Click "Train MOFA Model" to start. Training runs in an isolated subprocess and typically takes 1-5 minutes depending on data size.

6.3 Results Tabs

After training completes, five results tabs appear:

Variance Explained — Heatmap showing % variance each factor explains per view. Factors loading heavily on one view indicate view-specific variation; factors loading similarly across views indicate shared biology.
Factor Weights — Bar chart of top N features driving each factor. Select a view and factor from the dropdowns. High |weight| = strong contributor.
Sample Scores — Scatter plot of samples in factor space, colored by experimental group. Clustering indicates shared biology captured by those factors.
Top Features — Sortable table ranking features by absolute weight across all views for a selected factor.
Factor-DE Correlation — Bar chart showing Pearson correlation between each factor's weights and DE log-fold-changes. Requires the DE pipeline to have been run first.

6.4 Example Datasets

Two built-in datasets for testing:

Dataset	Button	Views	Samples	Groups
Mouse Brain	"Mouse Brain (2-view)"	Global Proteomics (10,333) + Phospho (89 sites)	16	F_PME, F_PSE, M_PME, M_PSE
TCGA Breast Cancer	"TCGA Breast (3-view)"	mRNA (~200) + miRNA (184) + Protein (142)	150	Basal, Her2, LumA

7. 🏢 Core Facility Mode

Core Facility Mode transforms DE-LIMP into a managed proteomics analysis platform for core labs, adding job tracking, instrument QC monitoring, and automated report generation.
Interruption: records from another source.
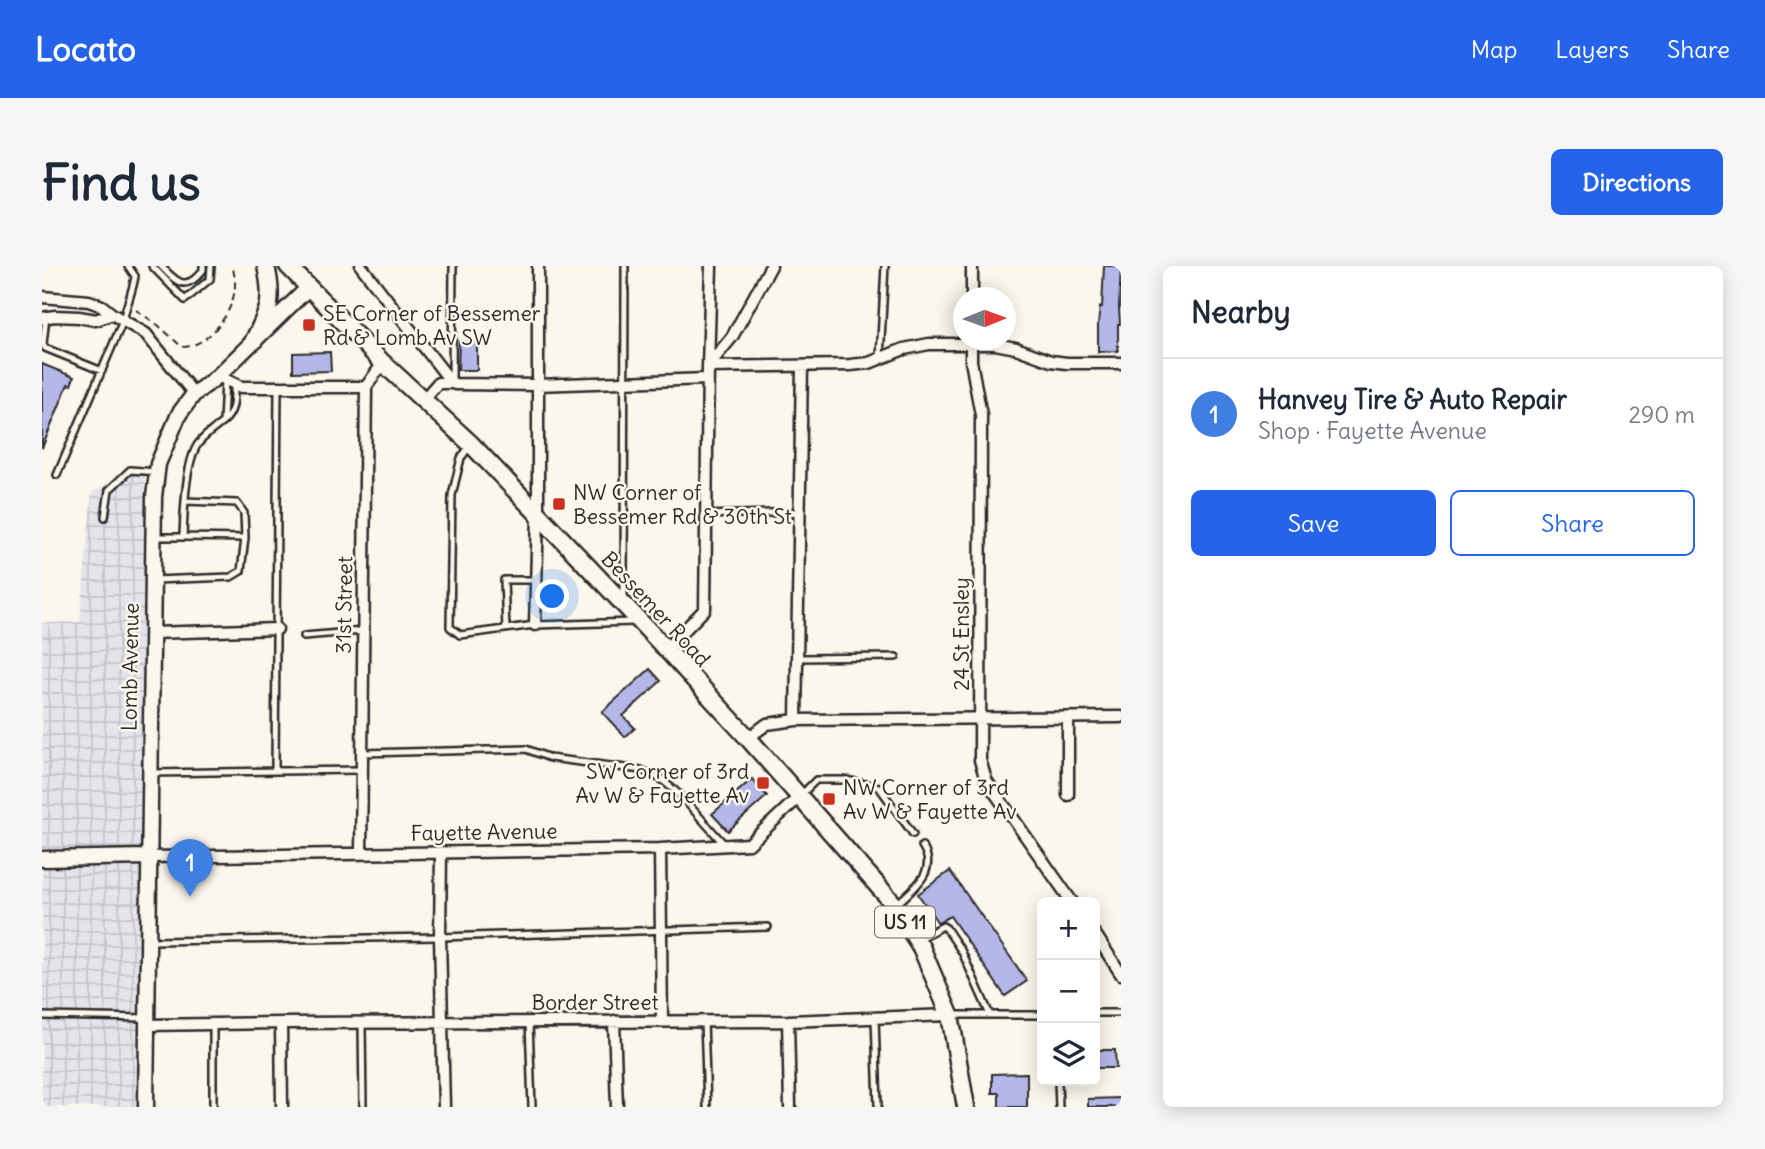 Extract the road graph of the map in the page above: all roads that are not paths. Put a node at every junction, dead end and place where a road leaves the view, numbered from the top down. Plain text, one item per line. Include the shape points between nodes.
1 (128, 266) edge
2 (152, 266) edge
3 (161, 266) edge
4 (203, 266) edge
5 (211, 266) edge
6 (266, 266) edge
7 (288, 266) edge
8 (361, 266) edge
9 (453, 266) edge
10 (538, 266) edge
11 (625, 266) edge
12 (710, 266) edge
13 (771, 266) edge
14 (885, 266) edge
15 (972, 266) edge
16 (972, 287) edge
17 (308, 288) junction
18 (42, 298) edge
19 (112, 314) junction
20 (44, 317) edge
21 (124, 320) junction
22 (253, 342) junction
23 (953, 343) edge
24 (1016, 348) edge
25 (971, 350) edge
26 (880, 358) junction
27 (383, 363) junction
28 (1121, 363) edge
29 (802, 366) junction
30 (708, 367) junction
31 (102, 371) junction
32 (708, 379) junction
33 (226, 380) junction
34 (624, 382) junction
35 (452, 383) junction
36 (537, 385) junction
37 (278, 387) junction
38 (366, 387) junction
39 (194, 394) junction
40 (423, 400) junction
41 (223, 422) junction
42 (471, 444) junction
43 (157, 472) junction
44 (57, 475) dead end
45 (186, 502) junction
46 (800, 512) junction
47 (538, 514) junction
48 (705, 515) junction
49 (105, 517) dead end
50 (153, 537) junction
51 (183, 537) junction
52 (245, 538) junction
53 (152, 580) junction
54 (536, 580) junction
55 (624, 606) junction
56 (639, 622) junction
57 (535, 625) junction
58 (276, 629) junction
59 (506, 629) junction
60 (363, 631) junction
61 (152, 633) junction
62 (304, 636) dead end
63 (666, 649) junction
64 (896, 657) dead end
65 (797, 658) junction
66 (1121, 717) edge
67 (980, 718) junction
68 (1068, 718) junction
69 (796, 720) junction
70 (748, 738) junction
71 (362, 753) junction
72 (361, 770) junction
73 (278, 771) junction
74 (150, 773) junction
75 (1068, 795) dead end
76 (800, 796) junction
77 (913, 834) dead end
78 (726, 846) junction
79 (922, 846) dead end
80 (660, 849) junction
81 (441, 852) junction
82 (361, 854) junction
83 (149, 857) junction
84 (42, 859) edge
85 (1068, 897) edge
86 (895, 906) junction
87 (768, 927) dead end
88 (661, 930) junction
89 (440, 937) junction
90 (916, 940) junction
91 (147, 941) junction
92 (1100, 942) edge
93 (1121, 974) edge
94 (1100, 1013) edge
95 (1121, 1013) edge
96 (1037, 1014) edge
97 (950, 1015) junction
98 (990, 1015) junction
99 (42, 1016) edge
100 (875, 1017) junction
101 (614, 1021) junction
102 (662, 1021) junction
103 (704, 1021) junction
104 (788, 1021) junction
105 (147, 1022) junction
106 (529, 1022) junction
107 (281, 1023) junction
108 (362, 1023) junction
109 (441, 1023) junction
110 (212, 1024) junction
111 (1058, 1086) edge
112 (146, 1107) edge
113 (213, 1107) edge
114 (282, 1107) edge
115 (363, 1107) edge
116 (444, 1107) edge
117 (532, 1107) edge
118 (617, 1107) edge
119 (707, 1107) edge
120 (790, 1107) edge
121 (878, 1107) edge
122 (966, 1107) edge
123 (1059, 1107) edge

1 - 21 lane via 135,276
2 - 5 lane via 185,300 210,279
3 - 4 lane via 184,283 195,279
6 - 22 main road via 269,307
7 - 17 main road, Bessemer Road / US 11
8 - 35 street
9 - 35 lane
10 - 36 street
11 - 34 lane
12 - 30 street
13 - 30 street via 732,337
14 - 26 lane
15 - 16 street
17 - 22 main road, Lomb Avenue
17 - 27 main road, Bessemer Road / US 11
18 - 19 street via 89,301
19 - 20 street via 96,320
19 - 21 street
20 - 31 lane via 45,348
21 - 31 lane
21 - 39 street via 146,334
22 - 33 main road, Lomb Avenue
23 - 26 street via 904,349
24 - 28 street via 1051,361
25 - 67 street, 24 St Ensley via 981,415
26 - 29 street via 850,365
27 - 38 street
27 - 40 main road, Bessemer Road / US 11
29 - 30 street
29 - 46 street
30 - 32 street
31 - 44 lane
32 - 34 street
32 - 48 street
33 - 37 street via 241,387
33 - 39 main road, Lomb Avenue
33 - 41 lane
33 - 41 lane via 234,407
34 - 36 street
34 - 55 lane
35 - 36 street
35 - 40 street via 438,383
36 - 47 street
37 - 38 street
37 - 58 lane
38 - 60 street, 31st Street
39 - 43 main road, Lomb Avenue via 179,414
40 - 42 main road, Bessemer Road / US 11
41 - 45 lane via 196,447
42 - 47 main road, Bessemer Road / US 11
42 - 59 lane via 461,458 452,495 450,627 460,635
43 - 49 lane via 130,470 109,490
43 - 50 main road, Lomb Avenue
45 - 51 lane
45 - 52 lane via 237,503 244,513
46 - 48 lane
46 - 65 street
47 - 54 street
47 - 55 main road, Bessemer Road / US 11
48 - 63 street via 705,608
50 - 51 lane
50 - 53 main road, Lomb Avenue
51 - 52 lane
52 - 53 lane via 242,571 231,578
53 - 61 main road, Lomb Avenue
54 - 57 street
54 - 59 lane via 504,580
55 - 56 main road, Bessemer Road / US 11
56 - 57 lane
56 - 63 main road, Bessemer Road / US 11
57 - 59 lane
58 - 61 street
58 - 73 lane
60 - 62 lane
60 - 71 street, 31st Street
61 - 74 main road, Lomb Avenue
63 - 70 main road, Bessemer Road / US 11
64 - 65 lane
65 - 69 street
66 - 68 street
67 - 68 street
67 - 69 street
67 - 85 street, 24 St Ensley via 980,760 986,780
68 - 75 street
69 - 70 street via 767,724
70 - 76 main road, Bessemer Road / US 11
71 - 72 street, 31st Street
71 - 78 lane via 526,749 550,758 641,771 661,779 679,794
72 - 73 lane
72 - 82 street, 31st Street
73 - 74 lane
74 - 83 main road, Lomb Avenue
76 - 77 lane via 816,780 846,779 878,787
76 - 78 street, Fayette Avenue via 750,845
76 - 86 main road, Bessemer Road / US 11
78 - 80 street, Fayette Avenue
79 - 86 lane via 929,864 918,885
80 - 81 street, Fayette Avenue
80 - 88 street
81 - 82 street, Fayette Avenue
81 - 89 street
82 - 83 street, Fayette Avenue
83 - 84 main road
83 - 91 main road, Lomb Avenue
86 - 90 main road, Bessemer Road / US 11
87 - 88 lane
88 - 89 lane
88 - 102 street
89 - 91 lane
89 - 109 street
90 - 97 main road, Bessemer Road / US 11
90 - 98 lane via 946,928
91 - 105 main road, Lomb Avenue
92 - 93 street
94 - 95 lane
96 - 98 lane, Border Street
97 - 98 lane, Border Street
97 - 100 street, Border Street
97 - 122 main road, US 11
99 - 105 lane
100 - 104 street, Border Street
100 - 121 lane
101 - 102 street, Border Street
101 - 106 street, Border Street
101 - 118 street
102 - 103 street, Border Street
103 - 104 street, Border Street
103 - 119 lane
104 - 120 street
105 - 110 street, Border Street
105 - 112 main road, Lomb Avenue
106 - 109 street, Border Street
106 - 117 lane
107 - 108 street, Border Street
107 - 110 street, Border Street
107 - 114 street
108 - 109 street, Border Street
108 - 115 lane
109 - 116 street
110 - 113 lane
111 - 123 lane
Note: Core Facility Mode is optional and not visible unless explicitly activated. Standard users and Hugging Face deployments are unaffected.

7.1 Activation

Set the DELIMP_CORE_DIR environment variable to a directory containing a staff.yml configuration file:

# Example:
export DELIMP_CORE_DIR=/srv/delimp
# Then launch the app normally
shiny::runApp('.', port=3838)

The directory should contain:

staff.yml — Staff member profiles with SSH/SLURM configuration
delimp.db — SQLite database (auto-created on first run)
reports/ — Generated HTML reports (auto-created)
state/ — Saved analysis state files (auto-created)

7.2 Staff Configuration

The staff.yml file defines staff members and their HPC credentials:

staff:
  - name: "Jane Smith"
    username: "jsmith"
    host: "hpc.university.edu"
    key_path: "~/.ssh/id_rsa"
    account: "proteomics_lab"
    partition: "high"
    lab: "Smith Lab"

Selecting a staff member from the dropdown auto-fills SSH host, username, key path, and SLURM account/partition — no manual entry needed.

7.3 Search DB Tab

The Search DB tab (under the Facility dropdown) provides a searchable history of all DIA-NN searches:

6 filters: Free-text search, lab, status, staff, instrument, and LC method
Load Results: Re-load results from any past search into the analysis pipeline
Generate Report: Create a standalone HTML report from any completed search

7.4 Instrument QC Tab

The Instrument QC tab monitors instrument performance over time:

Trend plots: Protein count, precursor count, and TIC per QC run
Control lines: Rolling mean ± 2SD for anomaly detection
Instrument filter: Select specific instruments to monitor
Date range: Focus on a specific time period
Runs table: Detailed metrics for each QC run

7.5 Report Generation

Click "Generate Report" on any completed search to produce a standalone HTML report:

Metadata header: Title, lab, instrument, LC method, project, analyst, date
QC bracket: Comparison with the nearest HeLa QC runs (before and after)
Volcano plots: For each contrast in the analysis
DE statistics: Protein counts by significance threshold
Top proteins table: Most significant differentially expressed proteins
Normalization diagnostics: Pre/post normalization signal distributions

Reports are saved to the reports/ directory and recorded in the SQLite database for tracking.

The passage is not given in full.